According to the court documents, HMA transitioned from a user-friendly debit card system to a cumbersome claims process. Customers were allegedly forced to navigate complex procedures and personally submit claims for approval. The lawsuit further alleges that HMA began requiring healthcare providers to negotiate payments, essentially functioning as an insurance company without explicitly being one. This shift reportedly caught both customers and medical providers off guard, leading to confusion and financial strain.
HMA and its owner, Elliott Gorog, have declined to comment on the pending litigation.
Adding to HMA’s woes, the Better Business Bureau (BBB) has given the company a failing grade, assigning an “F” rating. Over the past three years, the BBB has reportedly received over 100 complaints against Health Matching Account Services. This culminated in the BBB’s board of directors revoking HMA’s accreditation on January 31st, citing the company’s failure to meet BBB standards.
The BBB outlined several key reasons for the revocation, stating that HMA failed to:
- “Address disputes forwarded by BBB quickly and in good faith.”

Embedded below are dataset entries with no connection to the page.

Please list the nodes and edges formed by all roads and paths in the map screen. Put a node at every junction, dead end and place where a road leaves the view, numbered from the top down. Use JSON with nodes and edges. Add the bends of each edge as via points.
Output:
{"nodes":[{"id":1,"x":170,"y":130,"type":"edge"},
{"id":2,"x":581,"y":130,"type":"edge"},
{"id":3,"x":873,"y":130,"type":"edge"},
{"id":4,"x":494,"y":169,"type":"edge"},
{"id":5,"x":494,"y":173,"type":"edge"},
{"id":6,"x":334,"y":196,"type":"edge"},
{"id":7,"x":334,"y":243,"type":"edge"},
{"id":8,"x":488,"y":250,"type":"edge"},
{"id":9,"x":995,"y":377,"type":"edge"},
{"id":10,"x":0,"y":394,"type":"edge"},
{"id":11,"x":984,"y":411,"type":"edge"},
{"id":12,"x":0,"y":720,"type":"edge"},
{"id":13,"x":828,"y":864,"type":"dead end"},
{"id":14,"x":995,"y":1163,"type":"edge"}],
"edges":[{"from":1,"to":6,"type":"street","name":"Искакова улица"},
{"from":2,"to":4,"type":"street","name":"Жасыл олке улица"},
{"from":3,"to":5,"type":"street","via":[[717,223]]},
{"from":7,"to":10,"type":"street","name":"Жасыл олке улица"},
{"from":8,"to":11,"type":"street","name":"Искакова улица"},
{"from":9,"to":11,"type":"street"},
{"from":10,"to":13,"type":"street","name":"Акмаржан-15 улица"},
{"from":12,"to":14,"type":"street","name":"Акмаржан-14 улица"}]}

- “Cooperate with BBB in efforts to eliminate the underlying cause of patterns of customer complaints.”
- “Approach all business dealings, marketplace transactions and commitments with integrity, good faith and intent to do what is reasonably expected.”
The class-action lawsuit is being pursued by attorneys Alexander Loftus of Loftus & Eisenberg, LTD in Illinois, and James Crewse of the Crewse Law Firm, PLLC, based in Dallas.
Loftus explained to Houston Public Media that his involvement began when a former client, already familiar with his work on a Ponzi scheme case, alerted him to HMA’s alleged practices and directed him to a Facebook group of dissatisfied HMA customers.
“About two months ago, I was contacted by an existing client… Pretty immediately it was clear that this was a uniform problem,” Loftus stated. His subsequent discovery of the Facebook group and numerous online complaints solidified his concerns and prompted legal action.
The lawsuit further details a troubling pattern of alleged partial payments by HMA. Customers reported that while HMA withdrew the full claim amount from their accounts, healthcare providers often received only partial payments. This practice allegedly left customers responsible for the remaining balance, even though the funds had already been debited by HMA. This situation created a double financial burden for many users and damaged their relationships with healthcare providers.
Since initiating his investigation, Loftus reports a significant influx of contact from former HMA clients. “I’m talking to these people and they’re all over the South… all these southern people that have been gravely financially injured have been calling me like crazy,” he emphasized. He expressed surprise at the unique nature of HMA’s service, noting, “I have never seen this and I was looking for something like it because (health savings accounts), everybody has got that, but I’ve never seen anything like this.”
The lawsuit highlights that HMA’s services are marketed through brokers. Referencing an alleged 2022 Zoom call with brokers, the lawsuit states that HMA owner Gorog claimed the company had 52,000 active customers paying monthly fees.
Loftus characterized the HMA case as unusual, stating, “It’s weird because it’s not really insurance, it’s not really an investment, it’s somewhere between the two.” He drew parallels to his experience with Ponzi schemes, finding the case appealing due to the overlapping legal principles. He also pointed out the regulatory challenges, explaining, “It’s hard for law enforcement because the [Securities and Exchange Commission] isn’t interested because it’s not an investment, it’s not a security… Insurance people aren’t interested because it’s not insurance, so it kind of falls through the cracks of regulation.”